Source data
*****
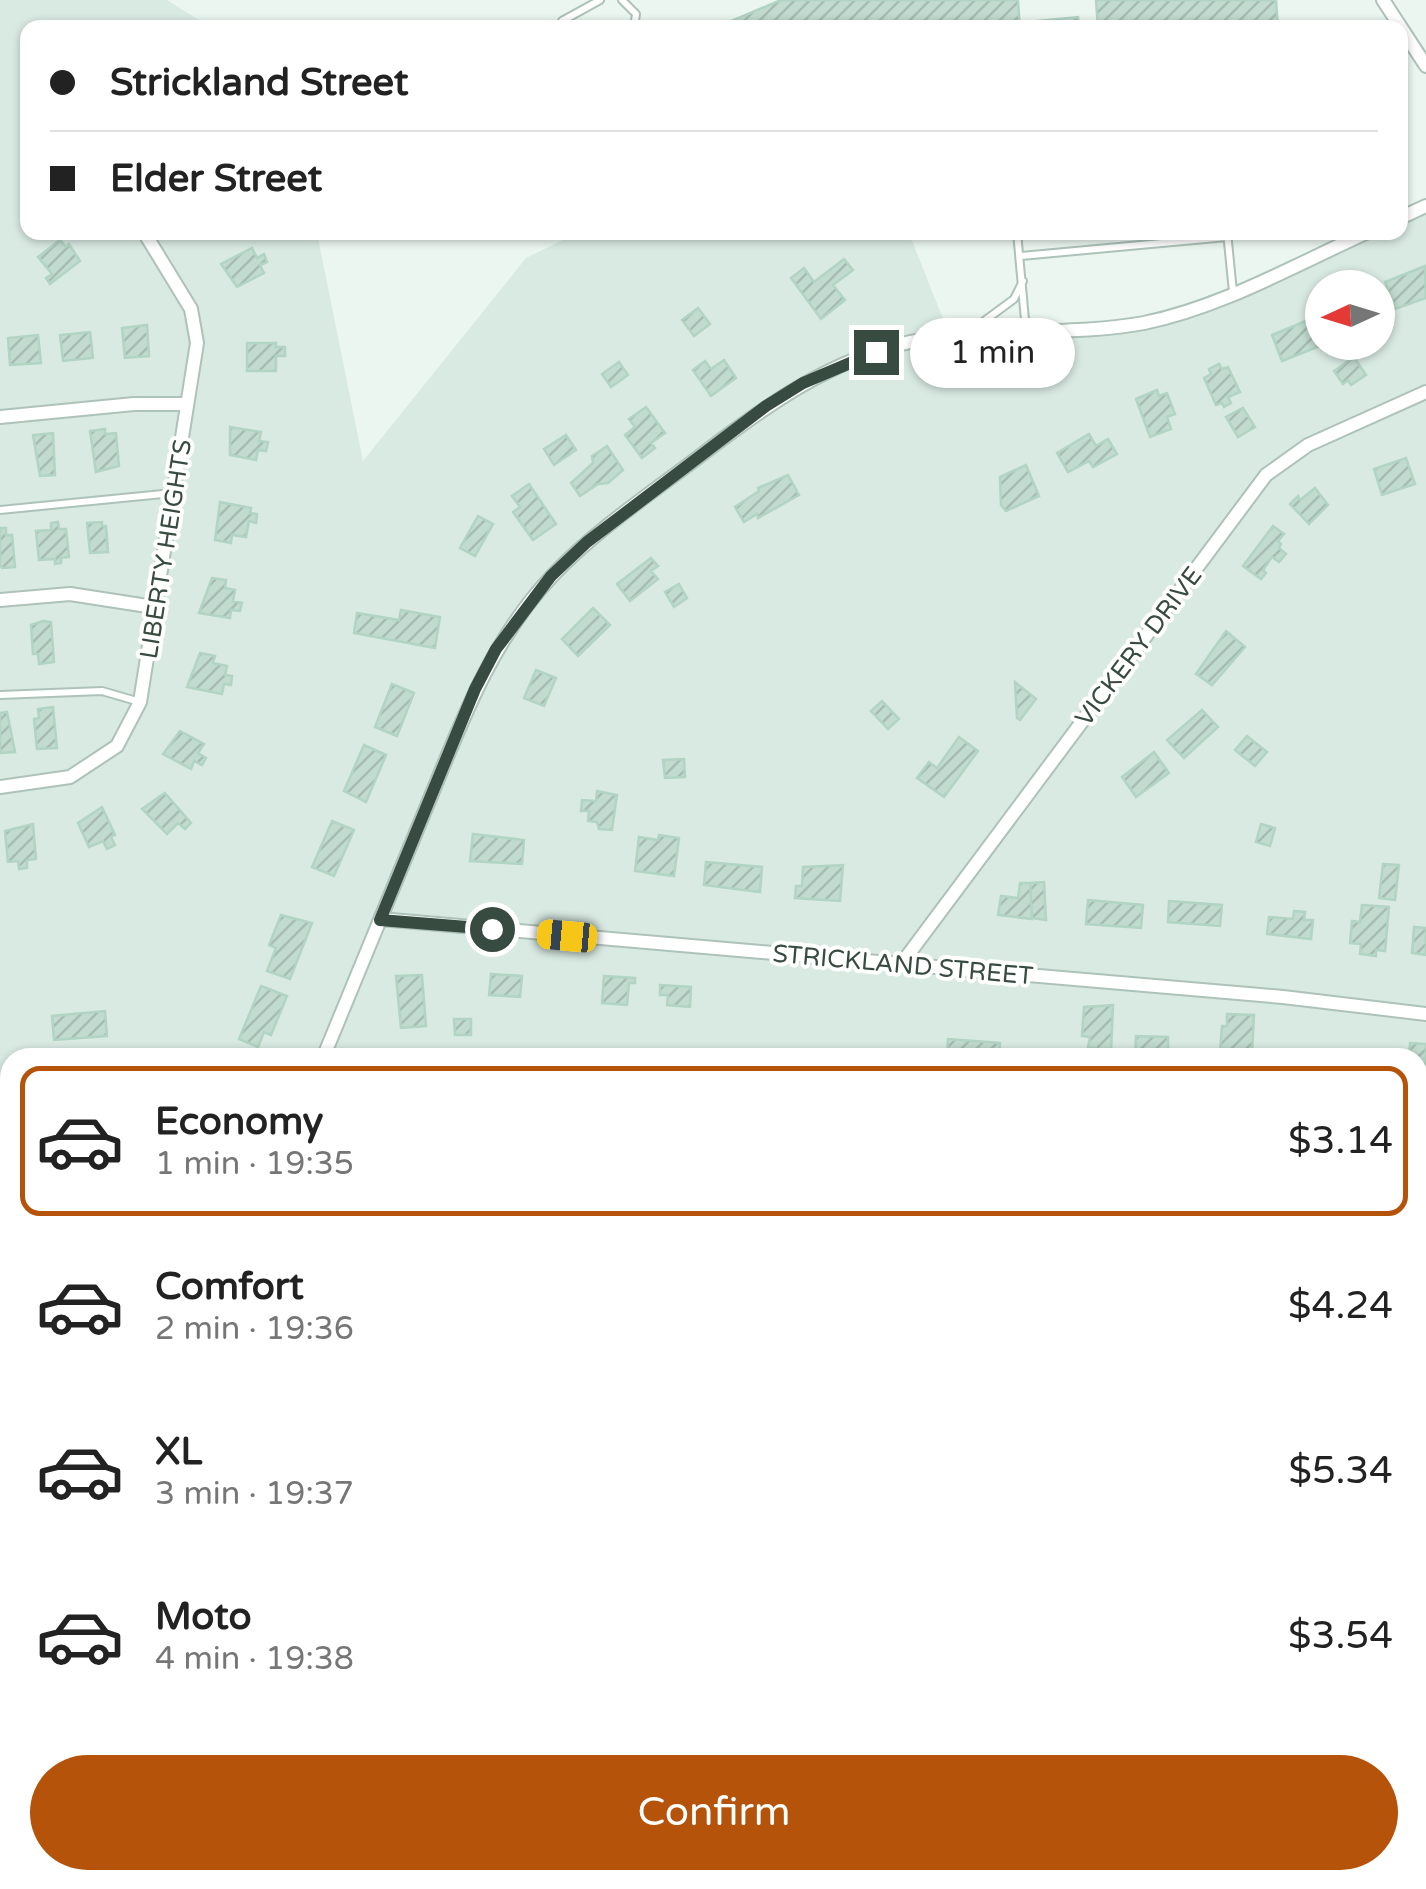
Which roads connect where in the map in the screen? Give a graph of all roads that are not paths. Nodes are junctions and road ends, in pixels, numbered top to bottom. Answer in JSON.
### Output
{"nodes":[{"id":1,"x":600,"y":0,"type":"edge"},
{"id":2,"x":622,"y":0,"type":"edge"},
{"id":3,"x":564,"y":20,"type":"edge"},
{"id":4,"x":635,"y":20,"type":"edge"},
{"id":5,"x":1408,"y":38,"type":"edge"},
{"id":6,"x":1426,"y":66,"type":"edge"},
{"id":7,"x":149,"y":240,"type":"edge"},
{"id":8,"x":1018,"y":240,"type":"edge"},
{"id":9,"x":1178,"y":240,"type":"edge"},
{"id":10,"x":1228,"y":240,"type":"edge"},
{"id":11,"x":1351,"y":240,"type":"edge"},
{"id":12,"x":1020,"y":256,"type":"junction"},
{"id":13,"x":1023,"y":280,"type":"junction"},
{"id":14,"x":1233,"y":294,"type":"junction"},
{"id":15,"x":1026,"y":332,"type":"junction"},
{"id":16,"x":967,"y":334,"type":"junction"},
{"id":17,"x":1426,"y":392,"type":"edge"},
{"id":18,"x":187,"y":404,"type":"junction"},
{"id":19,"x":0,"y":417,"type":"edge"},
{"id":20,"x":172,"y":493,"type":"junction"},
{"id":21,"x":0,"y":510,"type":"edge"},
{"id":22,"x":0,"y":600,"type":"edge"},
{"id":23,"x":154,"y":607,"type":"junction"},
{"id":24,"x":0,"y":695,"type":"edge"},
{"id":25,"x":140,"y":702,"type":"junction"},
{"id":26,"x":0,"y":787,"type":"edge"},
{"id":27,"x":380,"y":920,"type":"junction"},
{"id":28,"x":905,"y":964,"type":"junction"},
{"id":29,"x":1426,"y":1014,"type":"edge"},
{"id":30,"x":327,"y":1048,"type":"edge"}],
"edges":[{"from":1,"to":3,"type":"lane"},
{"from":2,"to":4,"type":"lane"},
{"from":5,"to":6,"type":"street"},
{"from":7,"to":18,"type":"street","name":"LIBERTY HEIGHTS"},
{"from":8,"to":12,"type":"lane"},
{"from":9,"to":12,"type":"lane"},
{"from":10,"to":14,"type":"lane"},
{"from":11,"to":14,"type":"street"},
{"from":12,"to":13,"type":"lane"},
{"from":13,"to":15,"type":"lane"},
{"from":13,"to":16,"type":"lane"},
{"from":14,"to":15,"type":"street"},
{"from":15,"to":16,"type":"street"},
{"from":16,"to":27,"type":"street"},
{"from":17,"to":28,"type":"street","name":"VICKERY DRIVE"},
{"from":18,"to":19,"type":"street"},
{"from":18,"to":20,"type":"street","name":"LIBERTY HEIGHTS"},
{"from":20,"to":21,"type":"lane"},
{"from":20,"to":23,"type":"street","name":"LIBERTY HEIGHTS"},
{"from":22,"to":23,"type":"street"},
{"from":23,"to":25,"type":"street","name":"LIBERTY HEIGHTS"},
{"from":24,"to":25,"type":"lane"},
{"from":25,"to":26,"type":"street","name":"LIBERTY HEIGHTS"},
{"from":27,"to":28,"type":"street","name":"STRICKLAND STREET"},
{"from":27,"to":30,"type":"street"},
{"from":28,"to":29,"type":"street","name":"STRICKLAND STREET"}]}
*****
• _Brief_
Please print the records above word for word, leaving every image out.

• _Worked solution_
Which roads connect where in the map in the screen? Give a graph of all roads that are not paths. Nodes are junctions and road ends, in pixels, numbered top to bottom. Answer in JSON.
### Output
{"nodes":[{"id":1,"x":600,"y":0,"type":"edge"},
{"id":2,"x":622,"y":0,"type":"edge"},
{"id":3,"x":564,"y":20,"type":"edge"},
{"id":4,"x":635,"y":20,"type":"edge"},
{"id":5,"x":1408,"y":38,"type":"edge"},
{"id":6,"x":1426,"y":66,"type":"edge"},
{"id":7,"x":149,"y":240,"type":"edge"},
{"id":8,"x":1018,"y":240,"type":"edge"},
{"id":9,"x":1178,"y":240,"type":"edge"},
{"id":10,"x":1228,"y":240,"type":"edge"},
{"id":11,"x":1351,"y":240,"type":"edge"},
{"id":12,"x":1020,"y":256,"type":"junction"},
{"id":13,"x":1023,"y":280,"type":"junction"},
{"id":14,"x":1233,"y":294,"type":"junction"},
{"id":15,"x":1026,"y":332,"type":"junction"},
{"id":16,"x":967,"y":334,"type":"junction"},
{"id":17,"x":1426,"y":392,"type":"edge"},
{"id":18,"x":187,"y":404,"type":"junction"},
{"id":19,"x":0,"y":417,"type":"edge"},
{"id":20,"x":172,"y":493,"type":"junction"},
{"id":21,"x":0,"y":510,"type":"edge"},
{"id":22,"x":0,"y":600,"type":"edge"},
{"id":23,"x":154,"y":607,"type":"junction"},
{"id":24,"x":0,"y":695,"type":"edge"},
{"id":25,"x":140,"y":702,"type":"junction"},
{"id":26,"x":0,"y":787,"type":"edge"},
{"id":27,"x":380,"y":920,"type":"junction"},
{"id":28,"x":905,"y":964,"type":"junction"},
{"id":29,"x":1426,"y":1014,"type":"edge"},
{"id":30,"x":327,"y":1048,"type":"edge"}],
"edges":[{"from":1,"to":3,"type":"lane"},
{"from":2,"to":4,"type":"lane"},
{"from":5,"to":6,"type":"street"},
{"from":7,"to":18,"type":"street","name":"LIBERTY HEIGHTS"},
{"from":8,"to":12,"type":"lane"},
{"from":9,"to":12,"type":"lane"},
{"from":10,"to":14,"type":"lane"},
{"from":11,"to":14,"type":"street"},
{"from":12,"to":13,"type":"lane"},
{"from":13,"to":15,"type":"lane"},
{"from":13,"to":16,"type":"lane"},
{"from":14,"to":15,"type":"street"},
{"from":15,"to":16,"type":"street"},
{"from":16,"to":27,"type":"street"},
{"from":17,"to":28,"type":"street","name":"VICKERY DRIVE"},
{"from":18,"to":19,"type":"street"},
{"from":18,"to":20,"type":"street","name":"LIBERTY HEIGHTS"},
{"from":20,"to":21,"type":"lane"},
{"from":20,"to":23,"type":"street","name":"LIBERTY HEIGHTS"},
{"from":22,"to":23,"type":"street"},
{"from":23,"to":25,"type":"street","name":"LIBERTY HEIGHTS"},
{"from":24,"to":25,"type":"lane"},
{"from":25,"to":26,"type":"street","name":"LIBERTY HEIGHTS"},
{"from":27,"to":28,"type":"street","name":"STRICKLAND STREET"},
{"from":27,"to":30,"type":"street"},
{"from":28,"to":29,"type":"street","name":"STRICKLAND STREET"}]}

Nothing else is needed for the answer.